Task statement: Whenever a line of the entries below holds the string "canvas", copy that line and return it.

Collection entries:
============================================================

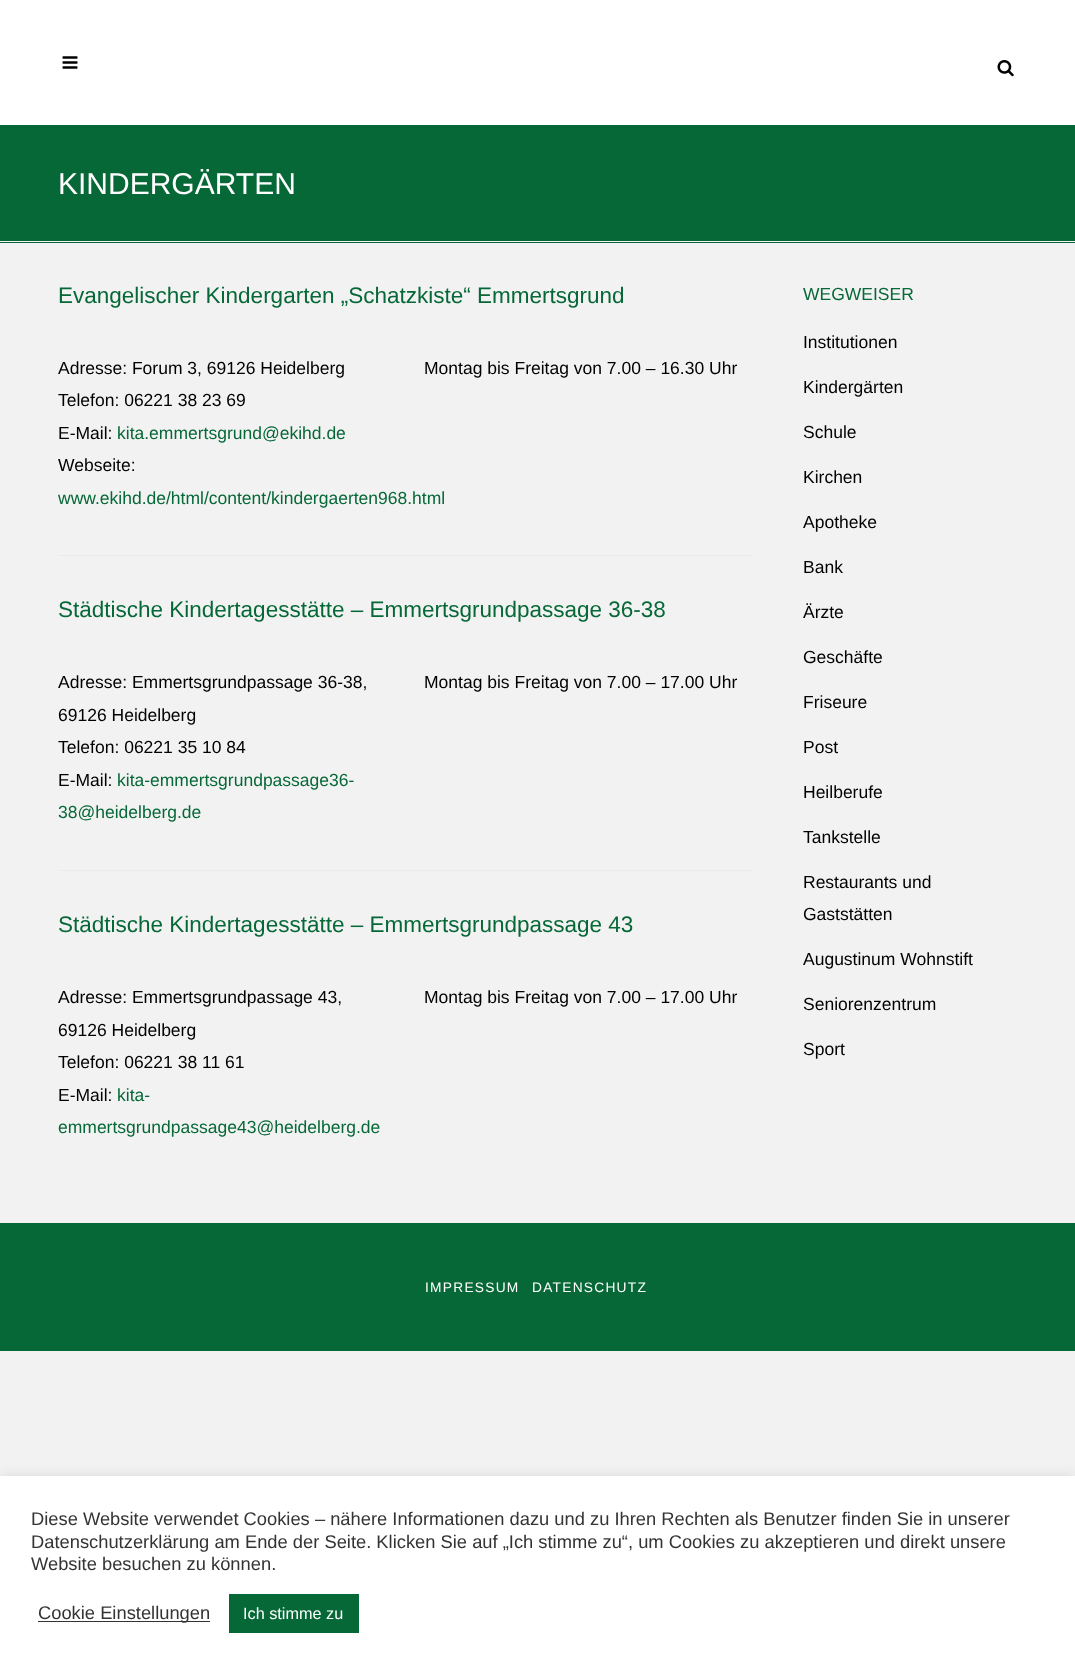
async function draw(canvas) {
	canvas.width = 1075;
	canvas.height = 1670;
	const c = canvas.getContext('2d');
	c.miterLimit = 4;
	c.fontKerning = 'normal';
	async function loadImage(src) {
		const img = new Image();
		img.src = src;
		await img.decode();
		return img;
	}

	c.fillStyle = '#f2f2f2';
	c.fillRect(0, 0, 1075, 1670);
	c.fillStyle = '#fff';
	c.fillRect(0, 0, 1075, 125);
	c.drawImage(await loadImage('img1.png'), 62, 56, 16, 13);
	c.drawImage(await loadImage('img2.png'), 997, 60, 17, 17);
	c.fillStyle = '#066837';
	c.fillRect(0, 125, 1075, 118);
	c.fillStyle = '#f2f2f2';
	c.fillRect(0, 241, 1075, 1);
	c.font = '30px Liberation Sans';
	c.fillStyle = '#fff';
	c.fillText('KINDERGÄRTEN', 58, 194);
	c.font = '22.5px Liberation Sans';
	c.fillStyle = '#066837';
	c.fillText('Evangelischer Kindergarten „Schatzkiste“ Emmertsgrund', 58, 303);
	c.font = '17.5px Liberation Sans';
	c.fillStyle = '#000';
	for (const [text, x, y] of [
		['Adresse: Forum 3, 69126 Heidelberg', 58, 374],
		['Telefon: 06221 38 23 69', 58, 406],
		['E-Mail:', 58, 439],
	]) {
		c.fillText(text, x, y);
	}
	c.fillStyle = '#066837';
	c.fillText('kita.emmertsgrund@ekihd.de', 117, 439);
	c.fillStyle = '#000';
	c.fillText('Webseite:', 58, 471);
	c.fillStyle = '#066837';
	c.fillText('www.ekihd.de/html/content/kindergaerten968.html', 58, 504);
	c.fillStyle = '#000';
	c.fillText('Montag bis Freitag von 7.00 – 16.30 Uhr', 424, 374);
	c.fillStyle = '#ebebeb';
	c.fillRect(58, 555, 695, 1);
	c.font = '22.5px Liberation Sans';
	c.fillStyle = '#066837';
	c.fillText('Städtische Kindertagesstätte – Emmertsgrundpassage 36-38', 58, 617);
	c.font = '17.5px Liberation Sans';
	c.fillStyle = '#000';
	for (const [text, x, y] of [
		['Adresse: Emmertsgrundpassage 36-38,', 58, 688],
		['69126 Heidelberg', 58, 721],
		['Telefon: 06221 35 10 84', 58, 753],
		['E-Mail:', 58, 786],
	]) {
		c.fillText(text, x, y);
	}
	c.fillStyle = '#066837';
	c.fillText('kita-emmertsgrundpassage36-', 117, 786);
	c.fillText('38@heidelberg.de', 58, 818);
	c.fillStyle = '#000';
	c.fillText('Montag bis Freitag von 7.00 – 17.00 Uhr', 424, 688);
	c.fillStyle = '#ebebeb';
	c.fillRect(58, 870, 695, 1);
	c.font = '22.5px Liberation Sans';
	c.fillStyle = '#066837';
	c.fillText('Städtische Kindertagesstätte – Emmertsgrundpassage 43', 58, 932);
	c.font = '17.5px Liberation Sans';
	c.fillStyle = '#000';
	for (const [text, x, y] of [
		['Adresse: Emmertsgrundpassage 43,', 58, 1003],
		['69126 Heidelberg', 58, 1036],
		['Telefon: 06221 38 11 61', 58, 1068],
		['E-Mail:', 58, 1101],
	]) {
		c.fillText(text, x, y);
	}
	c.fillStyle = '#066837';
	c.fillText('kita-', 117, 1101);
	c.fillText('emmertsgrundpassage43@heidelberg.de', 58, 1133);
	c.fillStyle = '#000';
	c.fillText('Montag bis Freitag von 7.00 – 17.00 Uhr', 424, 1003);
	c.fillStyle = '#066837';
	c.fillText('WEGWEISER', 803, 300);
	c.fillStyle = '#000';
	for (const [text, x, y] of [
		['Institutionen', 803, 348],
		['Kindergärten', 803, 393],
		['Schule', 803, 438],
		['Kirchen', 803, 483],
		['Apotheke', 803, 528],
		['Bank', 803, 573],
		['Ärzte', 803, 618],
		['Geschäfte', 803, 663],
		['Friseure', 803, 708],
		['Post', 803, 753],
		['Heilberufe', 803, 798],
		['Tankstelle', 803, 843],
		['Restaurants und', 803, 888],
		['Gaststätten', 803, 920],
		['Augustinum Wohnstift', 803, 965],
		['Seniorenzentrum', 803, 1010],
		['Sport', 803, 1055],
	]) {
		c.fillText(text, x, y);
	}
	c.fillStyle = '#066837';
	c.fillRect(0, 1223, 1075, 128);
	c.letterSpacing = '1.25px';
	c.font = '13.75px Liberation Sans';
	c.fillStyle = '#fff';
	c.fillText('IMPRESSUM', 425, 1292);
	c.fillText('DATENSCHUTZ', 532, 1292);
	c.fillStyle = '#acabab4d';
	c.filter = 'blur(6px)';
	c.beginPath();
	c.rect(0, 1475, 1075, 194);
	c.fill();
	c.filter = 'none';
	c.fillStyle = '#fff';
	c.fillRect(0, 1476, 1075, 194);
	c.letterSpacing = '0px';
	c.font = '18.33px Liberation Sans';
	c.fillStyle = '#333';
	for (const [text, x, y] of [
		['Diese Website verwendet Cookies – nähere Informationen dazu und zu Ihren Rechten als Benutzer finden Sie in unserer', 31, 1525],
		['Datenschutzerklärung am Ende der Seite. Klicken Sie auf „Ich stimme zu“, um Cookies zu akzeptieren und direkt unsere', 31, 1548],
		['Website besuchen zu können.', 31, 1570],
	]) {
		c.fillText(text, x, y);
	}
	c.fillRect(38, 1621, 172, 1);
	c.fillText('Cookie Einstellungen', 38, 1619);
	c.fillStyle = '#066837';
	c.fillRect(229, 1594, 130, 39);
	c.font = '16.25px Liberation Sans';
	c.fillStyle = '#fff';
	c.fillText('Ich stimme zu', 243, 1619);
}

draw(document.querySelector('canvas'));
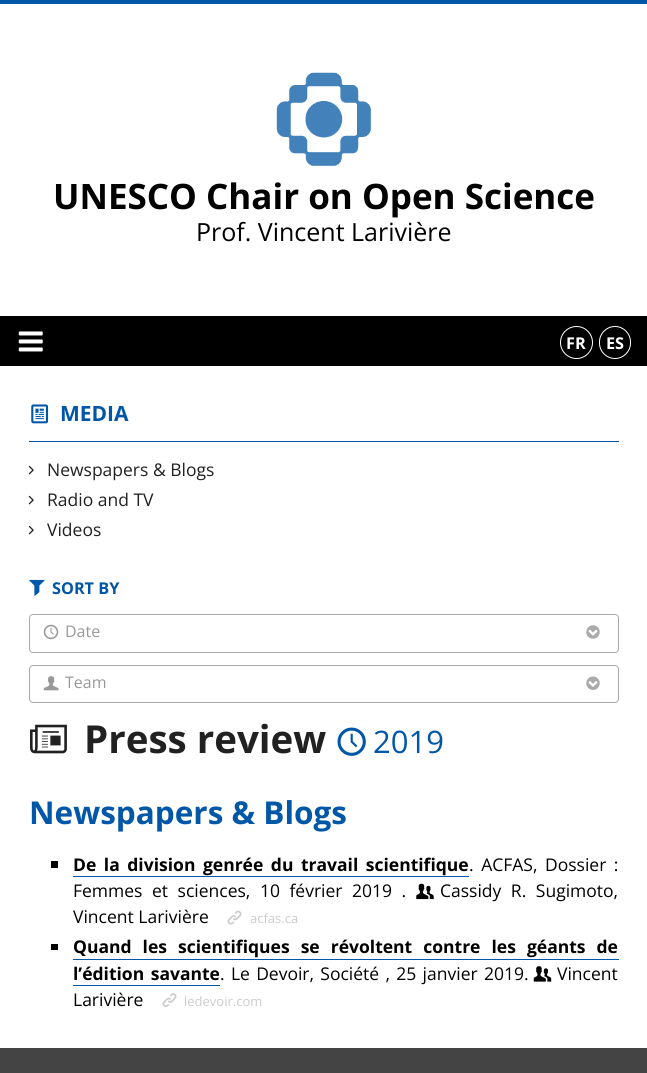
import math
import cairo

surface = cairo.ImageSurface(cairo.FORMAT_RGB24, 647, 1073)
cr = cairo.Context(surface)
options = cairo.FontOptions()
options.set_hint_metrics(cairo.HINT_METRICS_OFF)
options.set_hint_style(cairo.HINT_STYLE_NONE)
cr.set_font_options(options)
cr.set_miter_limit(4)


def rgb(code):
    cr.set_source_rgb(*(v / 255 for v in bytes.fromhex(code[-6:])))


def tracked(x, y, s, letter, word):
    cr.move_to(x, y)
    for ch in s:
        cr.show_text(ch)
        cr.rel_move_to(letter + word * (ch == ' '), 0)


def rrect(x, y, w, h, r):
    cr.new_sub_path()
    for i, (u, v) in enumerate([(x + w - r, y + h - r), (x + r, y + h - r), (x + r, y + r), (x + w - r, y + r)]):
        cr.arc(u, v, r, i * math.pi / 2, (i + 1) * math.pi / 2)
    cr.close_path()


def image(path, x, y, w, h):
    cr.save()
    cr.set_source_surface(cairo.ImageSurface.create_from_png(path), x, y)
    cr.rectangle(x, y, w, h)
    cr.fill()
    cr.restore()


rgb("#ffffff")
cr.paint()
rgb("#0056a7")
cr.rectangle(0, 0, 647, 4)
cr.fill()
image("img/1.png", 276, 72, 96, 94)
rgb("#000000")
cr.rectangle(0, 316, 647, 50)
cr.fill()
image("img/2.png", 18, 331, 25, 21)
cr.arc(576.5, 342.5, 16, 0, 2 * math.pi)
rgb("#ffffff")
cr.set_line_width(1)
cr.stroke()
rrect(599.5, 326.5, 31, 32, 15.5)
cr.stroke()
rgb("#0056a7")
cr.rectangle(29, 441, 590, 1)
cr.fill()
image("img/3.png", 31, 404, 18, 20)
image("img/4.png", 28, 465, 6, 10)
image("img/4.png", 28, 495, 6, 10)
image("img/4.png", 28, 525, 6, 10)
image("img/5.png", 29, 579, 16, 17)
rrect(29.5, 614.5, 589, 38, 3.5)
rgb("#aaaaaa")
cr.stroke()
image("img/6.png", 43, 624, 16, 16)
image("img/7.png", 586, 625, 14, 14)
rrect(29.5, 665.5, 589, 37, 3.5)
cr.stroke()
image("img/8.png", 43, 676, 16, 15)
image("img/9.png", 586, 676, 14, 14)
image("img/10.png", 30, 724, 37, 30)
image("img/11.png", 337, 727, 29, 29)
rgb("#000000")
cr.rectangle(51, 861, 7, 7)
cr.fill()
rgb("#0056a7")
cr.rectangle(73, 876, 396, 1)
cr.fill()
image("img/12.png", 416, 883, 18, 17)
image("img/13.png", 227, 910, 15, 15)
for x, y, w, h, color in [
    (51, 944, 7, 6, "#000000"),
    (73, 959, 546, 1, "#0056a7"),
    (73, 985, 147, 1, "#0056a7"),
]:
    rgb(color)
    cr.rectangle(x, y, w, h)
    cr.fill()
image("img/14.png", 533, 966, 19, 16)
image("img/15.png", 162, 993, 15, 14)
rgb("#444444")
cr.rectangle(0, 1048, 647, 25)
cr.fill()
cr.select_font_face("Open Sans", cairo.FONT_SLANT_NORMAL, cairo.FONT_WEIGHT_BOLD)
cr.set_font_size(35)
rgb("#000000")
cr.move_to(53, 209)
cr.show_text("UNESCO Chair on Open Science")
cr.select_font_face("Open Sans")
cr.set_font_size(25)
cr.move_to(196, 241)
cr.show_text("Prof. Vincent Larivière")
cr.select_font_face("Open Sans", cairo.FONT_SLANT_NORMAL, cairo.FONT_WEIGHT_BOLD)
cr.set_font_size(16.25)
rgb("#ffffff")
cr.move_to(566, 349)
cr.show_text("FR")
cr.move_to(606, 349)
cr.show_text("ES")
cr.set_font_size(21)
rgb("#0056a7")
cr.move_to(60, 421)
cr.show_text("MEDIA")
cr.select_font_face("Open Sans")
cr.set_font_size(17.5)
rgb("#212121")
for x, y, s in [
    (47, 476, "Newspapers & Blogs"),
    (47, 506, "Radio and TV"),
    (47, 536, "Videos"),
]:
    cr.move_to(x, y)
    cr.show_text(s)
cr.select_font_face("Open Sans", cairo.FONT_SLANT_NORMAL, cairo.FONT_WEIGHT_BOLD)
cr.set_font_size(16.25)
rgb("#0056a7")
cr.move_to(52, 594)
cr.show_text("SORT BY")
cr.select_font_face("Open Sans")
cr.set_font_size(16)
rgb("#999999")
cr.move_to(65, 637)
cr.show_text("Date")
cr.move_to(65, 688)
cr.show_text("Team")
cr.select_font_face("Open Sans", cairo.FONT_SLANT_NORMAL, cairo.FONT_WEIGHT_BOLD)
cr.set_font_size(38.5)
rgb("#212121")
cr.move_to(84, 753)
cr.show_text("Press review")
cr.select_font_face("Open Sans")
cr.set_font_size(31)
rgb("#0056a7")
cr.move_to(373, 753)
cr.show_text("2019")
cr.select_font_face("Open Sans", cairo.FONT_SLANT_NORMAL, cairo.FONT_WEIGHT_BOLD)
cr.set_font_size(31.5)
cr.move_to(29, 824)
cr.show_text("Newspapers & Blogs")
cr.set_font_size(17.5)
rgb("#000000")
tracked(73, 871, "De la division genrée du travail scientifique", 0, 3)
cr.select_font_face("Open Sans")
tracked(469, 871, ". ACFAS, Dossier :", 0, 3)
tracked(440, 897, "Cassidy R. Sugimoto,", 0, 5)
cr.move_to(73, 923)
cr.show_text("Vincent Larivière")
tracked(73, 897, "Femmes et sciences, 10 février 2019 .", 0, 5)
cr.set_font_size(13)
rgb("#cccccc")
cr.move_to(250, 923)
cr.show_text("acfas.ca")
cr.select_font_face("Open Sans", cairo.FONT_SLANT_NORMAL, cairo.FONT_WEIGHT_BOLD)
cr.set_font_size(17.5)
rgb("#000000")
tracked(73, 953, "Quand les scientifiques se révoltent contre les géants de", 0, 6.5)
tracked(73, 980, "l’édition savante", 0, 2)
cr.select_font_face("Open Sans")
tracked(220, 980, ". Le Devoir, Société , 25 janvier 2019.", 0, 1.75)
cr.move_to(557, 980)
cr.show_text("Vincent")
cr.move_to(73, 1006)
cr.show_text("Larivière")
cr.set_font_size(13)
rgb("#cccccc")
cr.move_to(184, 1006)
cr.show_text("ledevoir.com")
surface.write_to_png("page.png")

============================================================

Answer space:
async function draw(canvas) {
	canvas.width = 1075;
	canvas.height = 1670;
	const c = canvas.getContext('2d');
draw(document.querySelector('canvas'));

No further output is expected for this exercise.